I am sure that we all share the same ambition: to become the kind of society where all people, including people with a disability, can have the opportunity to fulfil their potential. For most that will mean the chance to take on meaningful work, but any strategy to support that aim must also be set alongside a commitment to give adequate support so that those who cannot provide for themselves through work can be assured of being able to live in comfort and dignity. I will briefly do three things: welcome the parts of the strategy which are going in the right direction, flag up concerns, and then ask the Minister some questions at the end.

I welcome the focus on disability employment, and some of the steps announced today will undoubtedly be helpful. I welcome the ongoing commitment to work with employers, and in particular the commitment to work directly with disabled people who experience barriers to work, to identify solutions. They are of course by far the best-placed people to understand what those barriers are. I welcome the attention given to what public sector employers and the Civil Service can do, and I encourage Ministers to go even further in that direction in leading the way. I am glad that Ministers are considering carefully the recommendations of both the Stevenson/Farmer review and the Taylor review, and I look forward to hearing more about those in due course. I also welcome the attempt to link up both sectors and different parts of society in trying to address the problem. In the end, only a cross-departmental approach and a cross-sectoral approach will make a difference.

However, there are some significant problems with the document published today, or at least the context for it. First, I could not find in my first reading enough detail to allow us to assess whether the Government are putting enough resources behind this strategy to make a difference. Secondly, I am a bit worried about the timescale, which seems to have been pushed quite a long way back. The Government’s previous commitment was to halve the disability employment gap by 2020. Their new commitment is about getting more disabled people into work within 10 years. We are seeing the results of that, as far as I can understand the timeline; perhaps the Minister can help me. There is a timeline for what will happen, but some of the hardest actions here have no hard deadlines; for example, the commitment to engage in further reform of the work capability assessment; the response to the Taylor recommendations on SSP and the right to return after absence; and the Stevenson/Farmer proposals on extending certification of fit notes. I hope that I am misreading it, but it looks as if most of those are in the section headed “Future actions”, which could be run until 2027. That simply will not be soon enough. I very much hope that it will not be the case.

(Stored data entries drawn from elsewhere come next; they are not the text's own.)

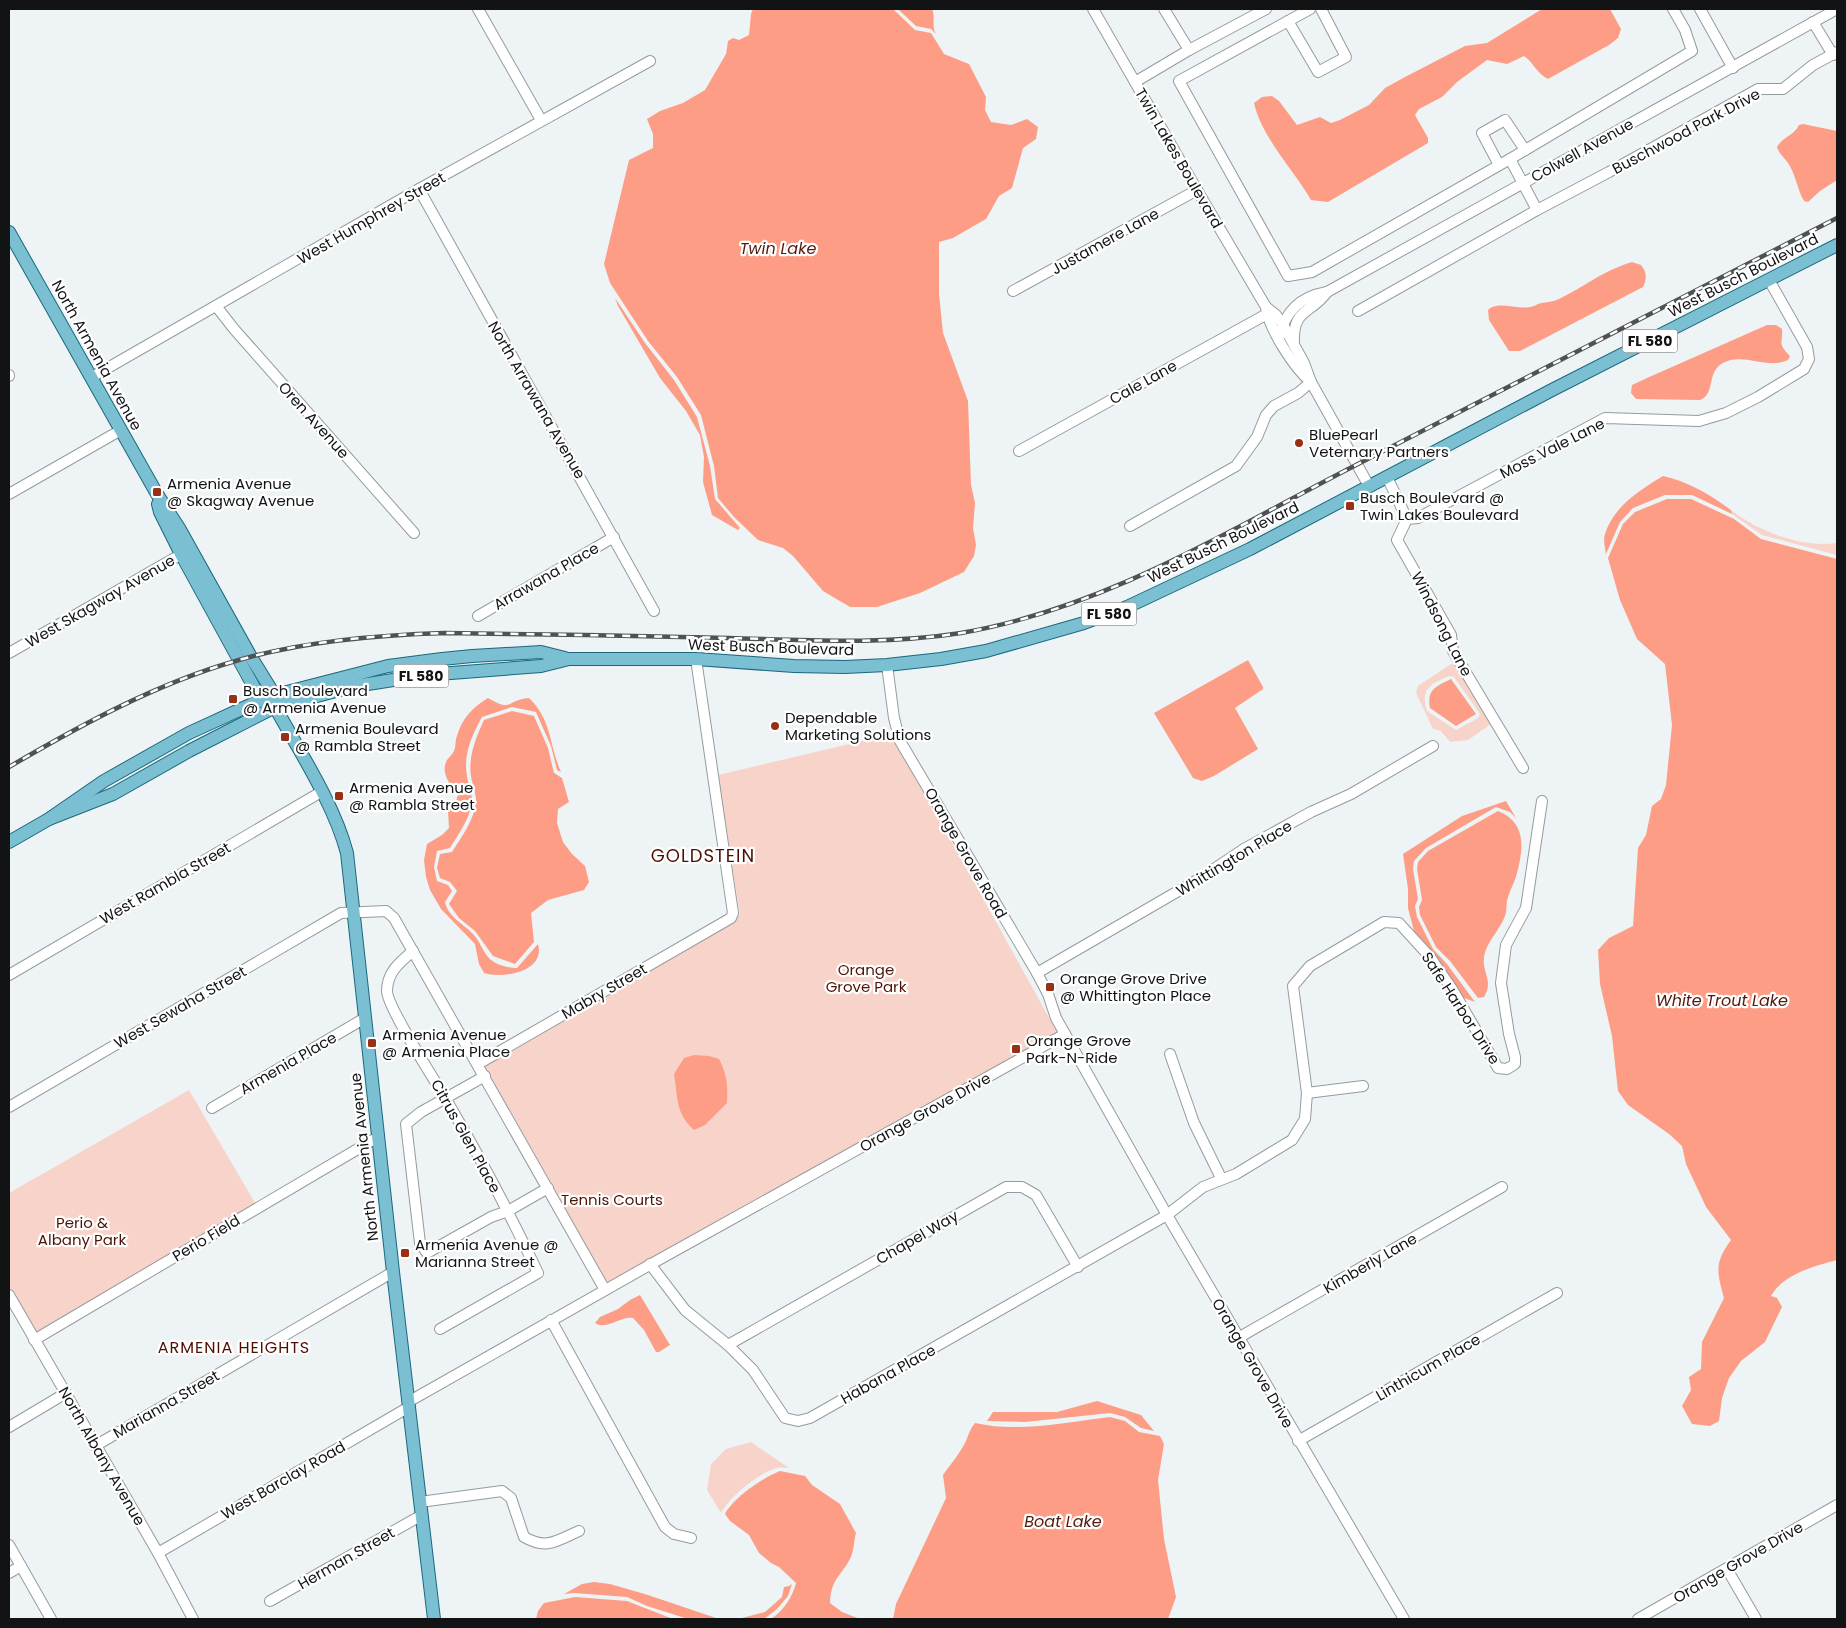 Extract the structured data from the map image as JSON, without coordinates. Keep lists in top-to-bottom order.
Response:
{
  "streets": {
    "main road": ["West Busch Boulevard", "FL 580", "North Armenia Avenue"],
    "street": [
      "Buschwood Park Drive",
      "Colwell Avenue",
      "Twin Lakes Boulevard",
      "West Humphrey Street",
      "Justamere Lane",
      "Cale Lane",
      "North Arrawana Avenue",
      "Oren Avenue",
      "Moss Vale Lane",
      "Arrawana Place",
      "West Skagway Avenue",
      "Windsong Lane",
      "Orange Grove Road",
      "Whittington Place",
      "West Rambla Street",
      "Mabry Street",
      "West Sewaha Street",
      "Safe Harbor Drive",
      "Armenia Place",
      "Orange Grove Drive",
      "Citrus Glen Place",
      "Chapel Way",
      "Perio Field",
      "Kimberly Lane",
      "Linthicum Place",
      "Habana Place",
      "Marianna Street",
      "North Albany Avenue",
      "West Barclay Road",
      "Herman Street"
    ]
  },
  "crossings": [
    ["Buschwood Park Drive", "Colwell Avenue"],
    ["Colwell Avenue", "Twin Lakes Boulevard"],
    ["Twin Lakes Boulevard", "Justamere Lane"],
    ["Twin Lakes Boulevard", "West Busch Boulevard"],
    ["Twin Lakes Boulevard", "Cale Lane"],
    ["West Humphrey Street", "North Armenia Avenue"],
    ["West Humphrey Street", "North Arrawana Avenue"],
    ["West Humphrey Street", "Oren Avenue"],
    ["West Busch Boulevard", "North Armenia Avenue"],
    ["West Busch Boulevard", "Moss Vale Lane"],
    ["West Busch Boulevard", "Orange Grove Road"],
    ["West Busch Boulevard", "Mabry Street"],
    ["North Armenia Avenue", "West Skagway Avenue"],
    ["North Armenia Avenue", "West Rambla Street"],
    ["North Armenia Avenue", "West Sewaha Street"],
    ["North Armenia Avenue", "Armenia Place"],
    ["North Armenia Avenue", "Perio Field"],
    ["North Armenia Avenue", "Marianna Street"],
    ["North Armenia Avenue", "West Barclay Road"],
    ["North Armenia Avenue", "Herman Street"],
    ["North Arrawana Avenue", "Arrawana Place"],
    ["Moss Vale Lane", "Windsong Lane"],
    ["Orange Grove Road", "Whittington Place"],
    ["Orange Grove Road", "Orange Grove Drive"],
    ["Safe Harbor Drive", "Orange Grove Drive"],
    ["Safe Harbor Drive", "Habana Place"],
    ["Orange Grove Drive", "Kimberly Lane"],
    ["Orange Grove Drive", "Linthicum Place"],
    ["Orange Grove Drive", "Habana Place"],
    ["Orange Grove Drive", "West Barclay Road"],
    ["Chapel Way", "Habana Place"],
    ["Perio Field", "North Albany Avenue"],
    ["Marianna Street", "North Albany Avenue"],
    ["North Albany Avenue", "West Barclay Road"]
  ],
  "districts": ["GOLDSTEIN", "ARMENIA HEIGHTS"],
  "water": ["Twin Lake", "White Trout Lake", "Boat Lake"],
  "parks": ["Orange Grove Park", "Tennis Courts", "Perio & Albany Park"],
  "places": {
    "other": ["BluePearl Veternary Partners", "Dependable Marketing Solutions"],
    "transit": [
      "Armenia Avenue @ Skagway Avenue",
      "Busch Boulevard @ Twin Lakes Boulevard",
      "Busch Boulevard @ Armenia Avenue",
      "Armenia Boulevard @ Rambla Street",
      "Armenia Avenue @ Rambla Street",
      "Orange Grove Drive @ Whittington Place",
      "Armenia Avenue @ Armenia Place",
      "Orange Grove Park-N-Ride",
      "Armenia Avenue @ Marianna Street"
    ]
  }
}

Thirdly, I am concerned that in some areas the actions do not deal with the core problem. The most obvious of those is the work capability assessment. The Government consulted on a proposal to split parts of the assessment but there was not unanimous support for that from respondents. In fact, there is now a widespread view that the WCA simply is not fit for purpose. Leonard Cheshire said in response:

“We’ve consistently highlighted that work capability assessments are not fit for purpose and the system needs a complete overhaul”.


Precisely. That is a widespread view, and I am afraid that what is being done today will not address that fundamental problem.

I am also concerned that there is nothing about the impact of social security reform on the ability of sick and disabled people to prepare for work, to get jobs and to keep them. In fact, there have been repeated cuts in support for disabled people, of which only the most recent was the decision not to bring across into universal credit the severe disability premium, which was worth £3,200 a year for a single person. The Government have always refused to conduct a cumulative impact assessment. One of the problems with that is that they do not know what the consequences have been for disabled people of their decision repeatedly to cut or to change the social security system. If there is a strategy on the one hand to support people getting jobs, but a completely independent approach to social security, which is Treasury-driven and keeps cutting the benefits that help people to manage work, inevitably the two are not sitting together. So I do not think that the Government have been able to look at this whole position in the round.

I would like to ask the Minister some questions. First, how much extra money is being announced today other than that scored previously to support the moving of disabled people into work? Secondly, can the Minister be more precise on timings? When will the Government consult on reform to SSP and on legislating to extend the authorisation of fit notes? Thirdly, what is there in this strategy to support disabled people who are not either in jobs or on disability benefits like ESA? I think, for example, of the issue raised by Mencap of the hundreds of thousands of people with mild or moderate learning disabilities, who do not get any help from either ESA or social services but are struggling to get work.

Will the Government commit to a fundamental overhaul of the WCA at some point during the lifetime of this strategy? I would like to see it done straight away, but I would be grateful if they could at least commit that that will happen. Finally, what work is being undertaken to test the processes for applying for universal credit to ensure that they are suitable for all disabled people before the system is rolled out any further? If that does not work, any attempts to help people to apply for jobs will fail if they cannot get the support they need to be able to maintain them when they get there.

We all want to see disabled people supported into work. However, for this to become a reality, the Government need to put their money behind their promises and push themselves to be ever more ambitious. I look forward to the Minister’s reply.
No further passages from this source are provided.